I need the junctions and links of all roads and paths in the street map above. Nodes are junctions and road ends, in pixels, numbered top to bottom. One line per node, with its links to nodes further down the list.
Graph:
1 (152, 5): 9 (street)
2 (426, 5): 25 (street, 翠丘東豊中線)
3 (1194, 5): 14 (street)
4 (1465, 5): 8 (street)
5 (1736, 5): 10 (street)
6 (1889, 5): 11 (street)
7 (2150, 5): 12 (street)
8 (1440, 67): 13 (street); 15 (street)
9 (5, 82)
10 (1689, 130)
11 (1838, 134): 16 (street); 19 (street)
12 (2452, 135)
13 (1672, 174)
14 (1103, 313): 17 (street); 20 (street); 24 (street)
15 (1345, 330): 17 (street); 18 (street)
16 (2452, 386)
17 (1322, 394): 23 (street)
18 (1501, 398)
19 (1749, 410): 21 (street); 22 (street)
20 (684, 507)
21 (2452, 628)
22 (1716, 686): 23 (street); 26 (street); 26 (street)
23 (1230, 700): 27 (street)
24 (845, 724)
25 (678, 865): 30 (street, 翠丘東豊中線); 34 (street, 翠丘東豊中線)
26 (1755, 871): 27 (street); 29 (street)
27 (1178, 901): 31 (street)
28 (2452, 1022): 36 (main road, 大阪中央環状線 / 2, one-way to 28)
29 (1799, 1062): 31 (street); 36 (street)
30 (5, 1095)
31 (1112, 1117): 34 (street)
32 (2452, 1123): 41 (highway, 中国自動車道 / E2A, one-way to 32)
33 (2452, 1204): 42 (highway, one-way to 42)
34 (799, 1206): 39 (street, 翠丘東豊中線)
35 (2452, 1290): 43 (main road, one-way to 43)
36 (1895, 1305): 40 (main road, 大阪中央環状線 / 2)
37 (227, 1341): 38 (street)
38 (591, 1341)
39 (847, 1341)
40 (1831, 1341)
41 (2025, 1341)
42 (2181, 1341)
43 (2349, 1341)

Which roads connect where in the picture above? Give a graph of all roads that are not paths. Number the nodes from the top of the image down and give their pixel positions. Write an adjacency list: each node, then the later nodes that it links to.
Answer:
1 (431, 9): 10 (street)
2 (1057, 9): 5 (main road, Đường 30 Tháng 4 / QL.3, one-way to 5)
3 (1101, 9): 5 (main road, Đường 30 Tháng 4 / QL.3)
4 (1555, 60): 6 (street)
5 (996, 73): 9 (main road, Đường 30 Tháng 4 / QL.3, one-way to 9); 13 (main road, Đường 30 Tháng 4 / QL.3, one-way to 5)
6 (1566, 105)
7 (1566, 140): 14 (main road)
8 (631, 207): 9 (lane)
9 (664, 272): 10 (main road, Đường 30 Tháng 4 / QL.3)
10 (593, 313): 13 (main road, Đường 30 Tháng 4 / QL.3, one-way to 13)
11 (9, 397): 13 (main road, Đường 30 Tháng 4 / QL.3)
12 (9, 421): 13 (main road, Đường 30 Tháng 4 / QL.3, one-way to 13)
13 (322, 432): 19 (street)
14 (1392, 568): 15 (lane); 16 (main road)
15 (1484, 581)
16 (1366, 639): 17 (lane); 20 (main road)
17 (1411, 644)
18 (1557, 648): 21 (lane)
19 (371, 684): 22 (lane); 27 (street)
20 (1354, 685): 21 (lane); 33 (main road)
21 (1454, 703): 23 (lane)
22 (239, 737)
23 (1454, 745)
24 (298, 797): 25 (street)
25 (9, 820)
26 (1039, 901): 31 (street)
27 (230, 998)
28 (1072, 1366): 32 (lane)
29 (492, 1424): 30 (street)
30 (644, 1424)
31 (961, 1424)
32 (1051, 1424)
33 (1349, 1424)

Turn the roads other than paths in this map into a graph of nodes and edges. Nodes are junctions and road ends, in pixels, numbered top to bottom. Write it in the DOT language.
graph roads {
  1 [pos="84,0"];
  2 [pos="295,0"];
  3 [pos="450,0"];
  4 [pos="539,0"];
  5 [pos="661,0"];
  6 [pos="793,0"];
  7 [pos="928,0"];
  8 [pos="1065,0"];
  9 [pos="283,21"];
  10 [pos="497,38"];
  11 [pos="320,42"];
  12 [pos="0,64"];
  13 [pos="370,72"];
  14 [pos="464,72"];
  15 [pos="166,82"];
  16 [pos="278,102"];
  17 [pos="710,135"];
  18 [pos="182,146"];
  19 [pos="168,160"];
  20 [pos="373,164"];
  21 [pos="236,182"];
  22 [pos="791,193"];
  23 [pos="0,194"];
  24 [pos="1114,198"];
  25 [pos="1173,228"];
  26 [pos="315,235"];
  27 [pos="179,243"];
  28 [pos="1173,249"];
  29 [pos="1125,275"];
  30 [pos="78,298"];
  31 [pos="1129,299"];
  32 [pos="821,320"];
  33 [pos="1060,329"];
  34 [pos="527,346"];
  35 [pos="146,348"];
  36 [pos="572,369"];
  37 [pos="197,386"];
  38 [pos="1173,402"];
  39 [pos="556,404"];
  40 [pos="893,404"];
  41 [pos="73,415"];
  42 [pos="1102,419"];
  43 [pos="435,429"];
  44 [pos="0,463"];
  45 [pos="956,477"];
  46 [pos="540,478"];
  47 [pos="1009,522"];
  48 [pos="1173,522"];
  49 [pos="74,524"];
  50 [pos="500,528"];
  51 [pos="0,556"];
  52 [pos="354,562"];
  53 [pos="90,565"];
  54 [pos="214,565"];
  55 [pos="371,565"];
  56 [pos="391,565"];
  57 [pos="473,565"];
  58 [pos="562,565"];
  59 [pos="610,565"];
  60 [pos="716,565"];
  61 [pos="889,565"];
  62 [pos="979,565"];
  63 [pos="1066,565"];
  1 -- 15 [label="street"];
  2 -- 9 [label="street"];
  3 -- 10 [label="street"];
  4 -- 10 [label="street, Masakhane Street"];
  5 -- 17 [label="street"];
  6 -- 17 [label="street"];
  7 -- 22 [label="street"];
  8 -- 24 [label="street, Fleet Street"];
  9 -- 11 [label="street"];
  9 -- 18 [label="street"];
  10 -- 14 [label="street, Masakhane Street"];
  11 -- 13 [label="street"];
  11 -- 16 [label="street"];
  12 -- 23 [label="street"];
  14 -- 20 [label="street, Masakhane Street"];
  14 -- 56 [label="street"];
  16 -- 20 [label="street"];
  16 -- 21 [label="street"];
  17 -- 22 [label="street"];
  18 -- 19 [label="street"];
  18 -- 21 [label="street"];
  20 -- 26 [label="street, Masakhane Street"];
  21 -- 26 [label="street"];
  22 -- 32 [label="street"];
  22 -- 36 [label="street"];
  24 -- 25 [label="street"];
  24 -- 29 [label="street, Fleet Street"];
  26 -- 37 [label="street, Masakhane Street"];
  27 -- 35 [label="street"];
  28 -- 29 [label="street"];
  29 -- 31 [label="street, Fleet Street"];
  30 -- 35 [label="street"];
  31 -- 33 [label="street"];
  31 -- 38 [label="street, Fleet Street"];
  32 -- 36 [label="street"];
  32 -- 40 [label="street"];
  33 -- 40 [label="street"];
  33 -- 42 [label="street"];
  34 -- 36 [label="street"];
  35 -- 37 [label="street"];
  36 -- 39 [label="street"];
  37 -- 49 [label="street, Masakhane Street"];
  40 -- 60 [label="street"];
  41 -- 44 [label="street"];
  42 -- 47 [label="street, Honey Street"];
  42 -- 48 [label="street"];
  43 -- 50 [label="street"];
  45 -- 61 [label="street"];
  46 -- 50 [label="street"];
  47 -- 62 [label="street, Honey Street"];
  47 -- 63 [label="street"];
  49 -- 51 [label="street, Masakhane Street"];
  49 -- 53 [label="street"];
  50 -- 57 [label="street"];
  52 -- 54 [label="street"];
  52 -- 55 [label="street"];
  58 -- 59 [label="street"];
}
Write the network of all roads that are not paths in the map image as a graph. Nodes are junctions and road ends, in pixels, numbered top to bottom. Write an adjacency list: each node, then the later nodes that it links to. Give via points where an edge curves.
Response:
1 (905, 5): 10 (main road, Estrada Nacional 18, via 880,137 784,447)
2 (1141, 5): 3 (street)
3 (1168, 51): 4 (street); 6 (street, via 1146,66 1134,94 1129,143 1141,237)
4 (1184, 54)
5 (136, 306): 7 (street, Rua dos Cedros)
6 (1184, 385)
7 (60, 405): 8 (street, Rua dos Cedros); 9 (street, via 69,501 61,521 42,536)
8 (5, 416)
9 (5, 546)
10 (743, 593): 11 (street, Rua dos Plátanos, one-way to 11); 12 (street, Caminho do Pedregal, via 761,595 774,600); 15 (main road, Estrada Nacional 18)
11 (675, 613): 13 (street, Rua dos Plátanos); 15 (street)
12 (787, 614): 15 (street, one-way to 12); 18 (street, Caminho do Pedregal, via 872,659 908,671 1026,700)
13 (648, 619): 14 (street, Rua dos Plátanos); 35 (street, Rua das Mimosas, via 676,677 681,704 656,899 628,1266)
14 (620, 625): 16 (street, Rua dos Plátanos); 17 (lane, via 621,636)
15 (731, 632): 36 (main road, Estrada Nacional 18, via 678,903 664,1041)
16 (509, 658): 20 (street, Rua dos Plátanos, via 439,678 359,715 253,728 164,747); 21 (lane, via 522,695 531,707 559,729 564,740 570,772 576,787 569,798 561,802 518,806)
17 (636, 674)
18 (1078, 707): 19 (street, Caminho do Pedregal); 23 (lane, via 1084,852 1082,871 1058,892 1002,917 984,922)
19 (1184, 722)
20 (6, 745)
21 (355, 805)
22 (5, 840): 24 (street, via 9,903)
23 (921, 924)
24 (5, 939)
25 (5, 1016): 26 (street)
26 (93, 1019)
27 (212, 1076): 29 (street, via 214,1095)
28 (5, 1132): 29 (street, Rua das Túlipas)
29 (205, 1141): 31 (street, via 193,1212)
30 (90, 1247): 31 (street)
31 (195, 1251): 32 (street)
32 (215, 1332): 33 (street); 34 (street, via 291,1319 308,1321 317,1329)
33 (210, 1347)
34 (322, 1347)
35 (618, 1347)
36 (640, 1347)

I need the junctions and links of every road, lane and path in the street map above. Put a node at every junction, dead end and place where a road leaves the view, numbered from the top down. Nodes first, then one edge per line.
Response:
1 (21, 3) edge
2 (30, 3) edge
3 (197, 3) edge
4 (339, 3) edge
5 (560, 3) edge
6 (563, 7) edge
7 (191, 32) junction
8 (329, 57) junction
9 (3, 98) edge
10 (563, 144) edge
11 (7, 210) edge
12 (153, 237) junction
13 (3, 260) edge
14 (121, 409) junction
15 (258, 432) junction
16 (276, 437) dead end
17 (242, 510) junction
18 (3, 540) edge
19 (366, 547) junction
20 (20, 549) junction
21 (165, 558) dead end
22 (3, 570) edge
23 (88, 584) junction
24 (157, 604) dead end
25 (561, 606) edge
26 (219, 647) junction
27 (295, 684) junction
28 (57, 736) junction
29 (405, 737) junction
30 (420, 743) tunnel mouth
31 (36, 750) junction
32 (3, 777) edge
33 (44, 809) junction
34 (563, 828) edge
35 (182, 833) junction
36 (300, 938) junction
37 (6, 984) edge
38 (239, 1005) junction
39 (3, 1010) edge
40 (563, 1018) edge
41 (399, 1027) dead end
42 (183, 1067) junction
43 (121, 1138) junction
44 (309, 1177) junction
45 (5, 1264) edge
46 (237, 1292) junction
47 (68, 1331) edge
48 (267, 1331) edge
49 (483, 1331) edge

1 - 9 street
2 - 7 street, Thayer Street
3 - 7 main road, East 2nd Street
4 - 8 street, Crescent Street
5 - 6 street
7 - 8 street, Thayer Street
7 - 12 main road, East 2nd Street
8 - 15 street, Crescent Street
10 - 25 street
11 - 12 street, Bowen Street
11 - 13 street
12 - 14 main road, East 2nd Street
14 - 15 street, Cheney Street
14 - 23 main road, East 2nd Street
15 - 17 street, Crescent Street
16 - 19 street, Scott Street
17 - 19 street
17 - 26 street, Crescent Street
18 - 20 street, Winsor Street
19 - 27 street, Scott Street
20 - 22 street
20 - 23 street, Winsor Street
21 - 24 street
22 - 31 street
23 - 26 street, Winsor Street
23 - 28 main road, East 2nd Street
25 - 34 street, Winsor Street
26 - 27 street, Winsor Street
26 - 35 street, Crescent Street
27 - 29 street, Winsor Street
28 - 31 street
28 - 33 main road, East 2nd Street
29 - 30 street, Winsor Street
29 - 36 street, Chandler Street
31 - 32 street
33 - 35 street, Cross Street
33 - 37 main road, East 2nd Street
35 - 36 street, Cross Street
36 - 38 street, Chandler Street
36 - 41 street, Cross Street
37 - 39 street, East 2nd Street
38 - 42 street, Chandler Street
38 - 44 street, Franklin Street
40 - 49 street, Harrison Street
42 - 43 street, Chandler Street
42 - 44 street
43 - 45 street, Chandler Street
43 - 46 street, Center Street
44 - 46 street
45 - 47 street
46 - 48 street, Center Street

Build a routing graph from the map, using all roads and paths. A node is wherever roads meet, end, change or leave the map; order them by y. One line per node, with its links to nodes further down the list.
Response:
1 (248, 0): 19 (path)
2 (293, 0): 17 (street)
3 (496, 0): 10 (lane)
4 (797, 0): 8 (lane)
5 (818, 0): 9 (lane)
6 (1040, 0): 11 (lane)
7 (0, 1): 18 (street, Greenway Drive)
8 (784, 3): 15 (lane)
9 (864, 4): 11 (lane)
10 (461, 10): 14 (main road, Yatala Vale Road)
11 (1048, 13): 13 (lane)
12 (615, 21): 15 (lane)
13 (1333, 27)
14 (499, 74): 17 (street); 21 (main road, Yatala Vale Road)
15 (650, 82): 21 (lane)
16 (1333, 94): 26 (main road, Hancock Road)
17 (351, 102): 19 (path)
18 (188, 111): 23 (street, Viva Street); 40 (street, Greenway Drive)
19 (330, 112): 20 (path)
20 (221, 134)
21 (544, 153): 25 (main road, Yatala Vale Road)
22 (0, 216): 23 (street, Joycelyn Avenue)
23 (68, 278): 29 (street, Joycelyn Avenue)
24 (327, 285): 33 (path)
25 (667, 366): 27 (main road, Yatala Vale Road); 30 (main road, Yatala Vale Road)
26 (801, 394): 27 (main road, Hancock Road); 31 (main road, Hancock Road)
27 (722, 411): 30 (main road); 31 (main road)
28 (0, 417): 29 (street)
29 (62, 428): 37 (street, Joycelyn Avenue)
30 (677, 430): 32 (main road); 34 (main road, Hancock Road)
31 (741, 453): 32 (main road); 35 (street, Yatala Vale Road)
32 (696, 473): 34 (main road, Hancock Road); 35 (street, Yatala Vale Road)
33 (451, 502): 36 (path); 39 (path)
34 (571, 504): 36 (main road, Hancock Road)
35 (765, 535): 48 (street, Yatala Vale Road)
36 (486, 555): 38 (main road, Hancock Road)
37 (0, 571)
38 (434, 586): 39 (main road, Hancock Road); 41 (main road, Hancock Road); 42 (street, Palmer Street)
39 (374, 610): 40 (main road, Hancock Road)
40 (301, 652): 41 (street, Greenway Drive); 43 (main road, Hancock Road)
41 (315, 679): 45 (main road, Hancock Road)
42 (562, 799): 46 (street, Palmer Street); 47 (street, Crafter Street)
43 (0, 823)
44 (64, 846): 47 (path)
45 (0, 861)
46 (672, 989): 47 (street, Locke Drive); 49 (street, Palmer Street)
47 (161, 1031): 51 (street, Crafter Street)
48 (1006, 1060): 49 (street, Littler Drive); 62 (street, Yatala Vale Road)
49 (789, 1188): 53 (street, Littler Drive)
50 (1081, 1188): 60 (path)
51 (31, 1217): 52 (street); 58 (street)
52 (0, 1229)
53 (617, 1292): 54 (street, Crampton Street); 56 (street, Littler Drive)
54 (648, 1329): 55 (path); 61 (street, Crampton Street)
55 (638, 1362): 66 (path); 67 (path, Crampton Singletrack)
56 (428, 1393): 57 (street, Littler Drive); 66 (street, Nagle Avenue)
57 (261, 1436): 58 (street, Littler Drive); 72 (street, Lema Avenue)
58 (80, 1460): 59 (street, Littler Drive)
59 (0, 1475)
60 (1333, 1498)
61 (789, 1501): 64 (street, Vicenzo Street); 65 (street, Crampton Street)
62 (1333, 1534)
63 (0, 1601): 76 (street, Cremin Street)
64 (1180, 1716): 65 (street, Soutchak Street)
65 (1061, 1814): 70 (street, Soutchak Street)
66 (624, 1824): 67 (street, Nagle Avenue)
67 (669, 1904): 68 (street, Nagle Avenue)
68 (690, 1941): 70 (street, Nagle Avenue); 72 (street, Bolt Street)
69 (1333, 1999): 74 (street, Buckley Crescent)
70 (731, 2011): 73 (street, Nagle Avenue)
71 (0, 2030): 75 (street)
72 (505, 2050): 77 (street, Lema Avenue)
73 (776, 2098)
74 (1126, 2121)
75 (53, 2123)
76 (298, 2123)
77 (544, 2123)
------
▶ About this task
Among the entries, find each line that includes the string "down" and copy it.

▶ Solution to the exercise
I need the junctions and links of all roads and paths in the street map above. Nodes are junctions and road ends, in pixels, numbered top to bottom. One line per node, with its links to nodes further down the list.
Which roads connect where in the picture above? Give a graph of all roads that are not paths. Number the nodes from the top of the image down and give their pixel positions. Write an adjacency list: each node, then the later nodes that it links to.
I need the junctions and links of every road, lane and path in the street map above. Put a node at every junction, dead end and place where a road leaves the view, numbered from the top down. Nodes first, then one edge per line.
Build a routing graph from the map, using all roads and paths. A node is wherever roads meet, end, change or leave the map; order them by y. One line per node, with its links to nodes further down the list.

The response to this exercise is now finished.